The character and achievement of Lord Acton, quondam Regius Professor of Modern History at Cambridge (though he had not been allowed to study there as a Roman Catholic) and editor of the Cambridge Modern History remain fascinating and controversial among historians. On the whole he is now considered to be of greater significance than he was at one time when all his work had been dismissed by such men as G. R. Elton and A. J. P. Taylor. There have been numerous books written about hims and most of his writings, including letters have been published.
I was rather pleased to find a short summary of his life and work by Hugh Tulloch, published in the series Historians on Historians. (In fact, I am now on the look-out for other volumes in the series).

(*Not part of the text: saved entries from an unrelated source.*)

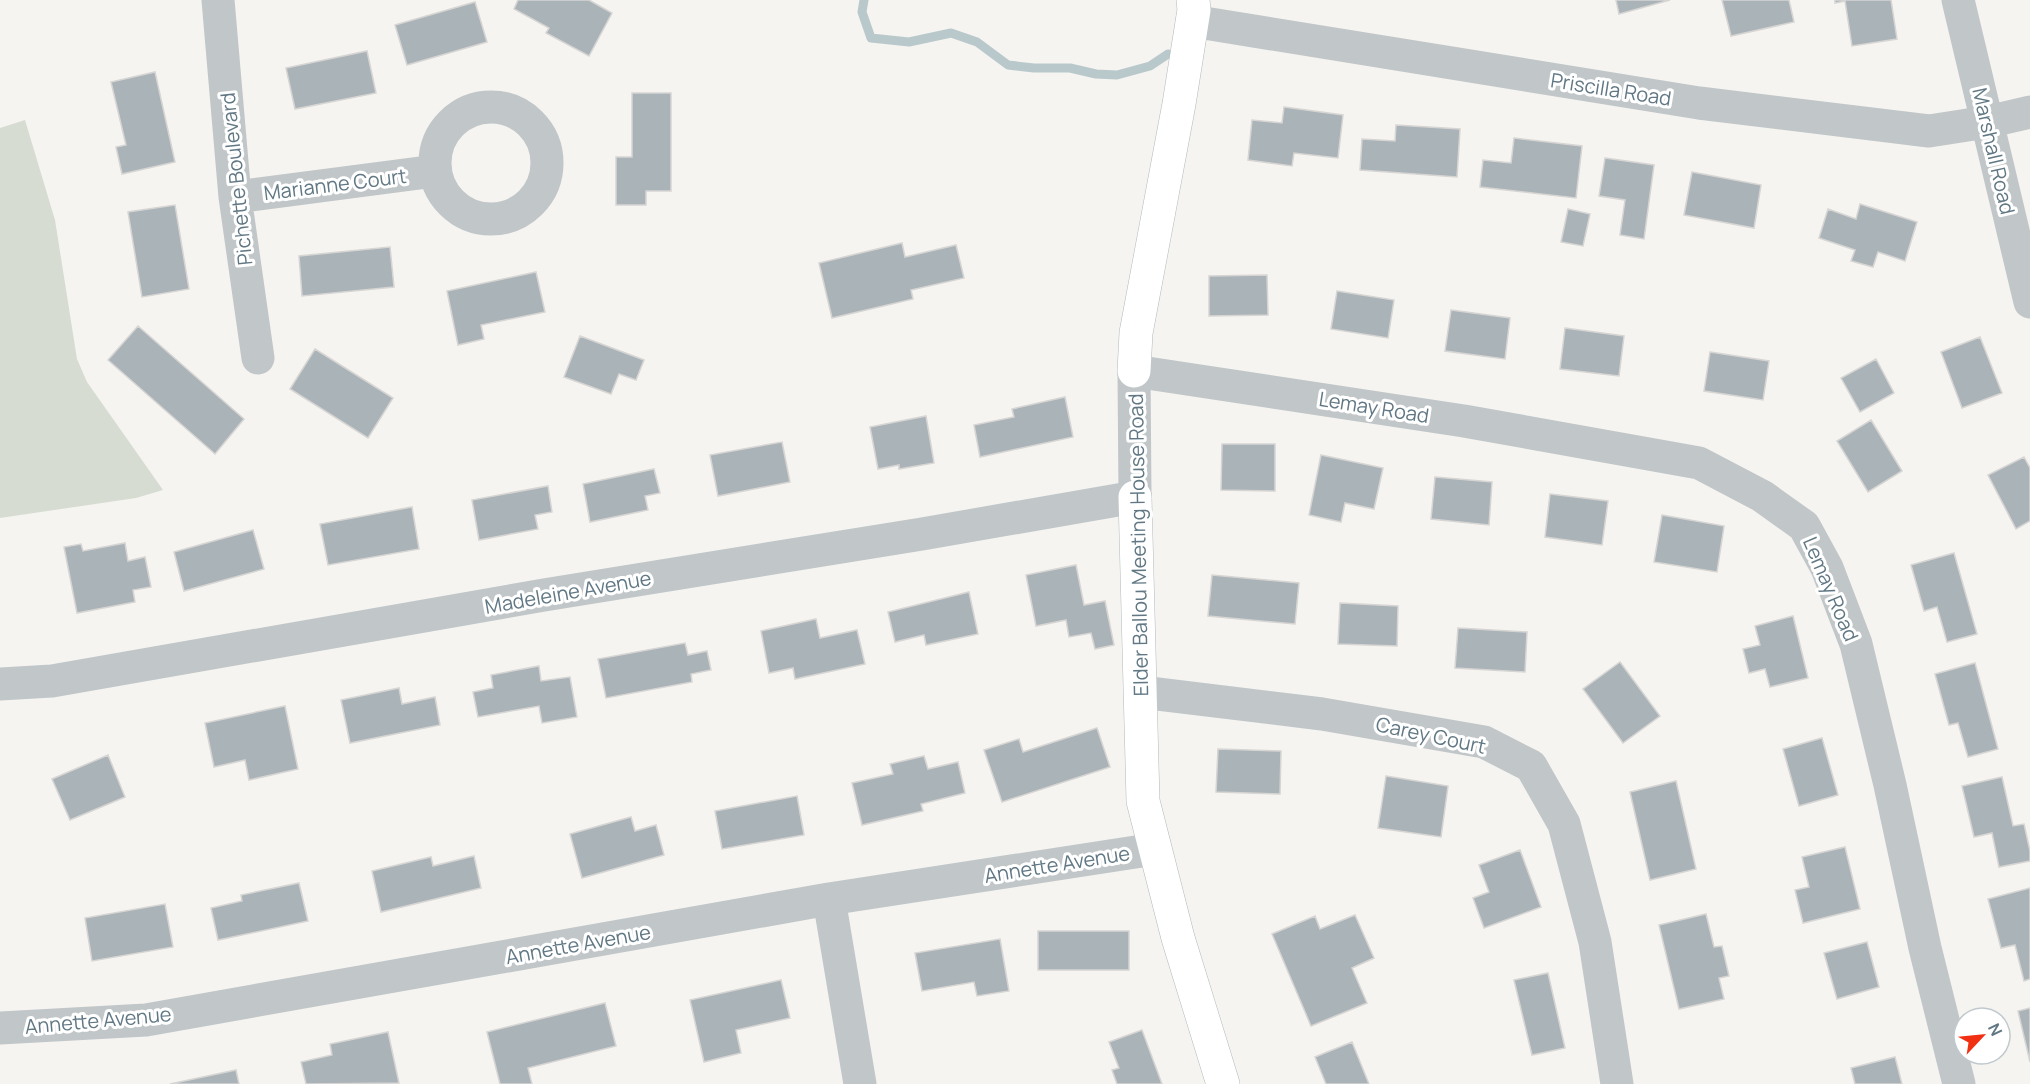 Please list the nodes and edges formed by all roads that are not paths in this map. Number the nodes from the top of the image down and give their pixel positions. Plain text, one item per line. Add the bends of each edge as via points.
1 (218, 0) edge
2 (1958, 0) edge
3 (1193, 10) edge
4 (2030, 112) edge
5 (1986, 122) junction
6 (435, 171) dead end
7 (235, 197) junction
8 (2030, 302) edge
9 (258, 358) dead end
10 (1134, 370) junction
11 (1135, 497) junction
12 (0, 684) edge
13 (1141, 692) junction
14 (1155, 849) junction
15 (829, 899) junction
16 (0, 1028) edge
17 (860, 1084) edge
18 (1223, 1084) edge
19 (1617, 1084) edge
20 (1959, 1084) edge

1 - 7 street, Pichette Boulevard
2 - 5 street, Marshall Road
3 - 5 street, Priscilla Road via 1699,103 1929,131
3 - 10 street, Elder Ballou Meeting House Road via 1136,333
4 - 5 street, Priscilla Road
5 - 8 street, Marshall Road
6 - 7 street, Marianne Court
7 - 9 street, Pichette Boulevard
10 - 11 street, Elder Ballou Meeting House Road
10 - 20 street, Lemay Road via 1464,421 1700,463 1762,496 1804,526 1827,568 1856,644
11 - 12 street, Madeleine Avenue via 52,681
11 - 13 street, Elder Ballou Meeting House Road
13 - 14 street, Elder Ballou Meeting House Road via 1143,801
13 - 19 street, Carey Court via 1322,714 1484,742 1531,766 1564,824 1595,942
14 - 15 street, Annette Avenue
14 - 18 street, Elder Ballou Meeting House Road
15 - 16 street, Annette Avenue via 146,1020
15 - 17 street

Tulloch's attitude, as he says himself, wavers between admiration and dislike, thus making it possible for him to give a more or less objective account of this complex man and his voluminous writings (oh yes, he did write).

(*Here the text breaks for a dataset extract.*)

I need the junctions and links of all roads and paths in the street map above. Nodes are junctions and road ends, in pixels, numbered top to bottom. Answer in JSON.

This is what he says at the end of the introductory chapter, which charts Acton's reputation during his live and after his death:
For I do not believe that he was whig or naive, innocent or optimistic, and in hoping to rescue him from his detractors I have had to to treat him in a profoundly un-Actonian way. He always insisted that the historian must disappear entirely from his history: I am unable to separate the two. Despite his many disavowals, the man and the historian were not distinct, nor were his historical writings separate from his personal history.The historian whose personality and preoccupations do not intrude into his (or her) writing is, I suggest, impossible to find.
At each juncture of his life, as combative Catholic, as arch-enemy of ultramontanism, as Gladstonian Liberal, the pressures of his current preoccupations subtly intrude, moulding and distorting his vision. I hope that a study of the historian enmeshed in his time will contribute towards a clearer and more balanced understanding.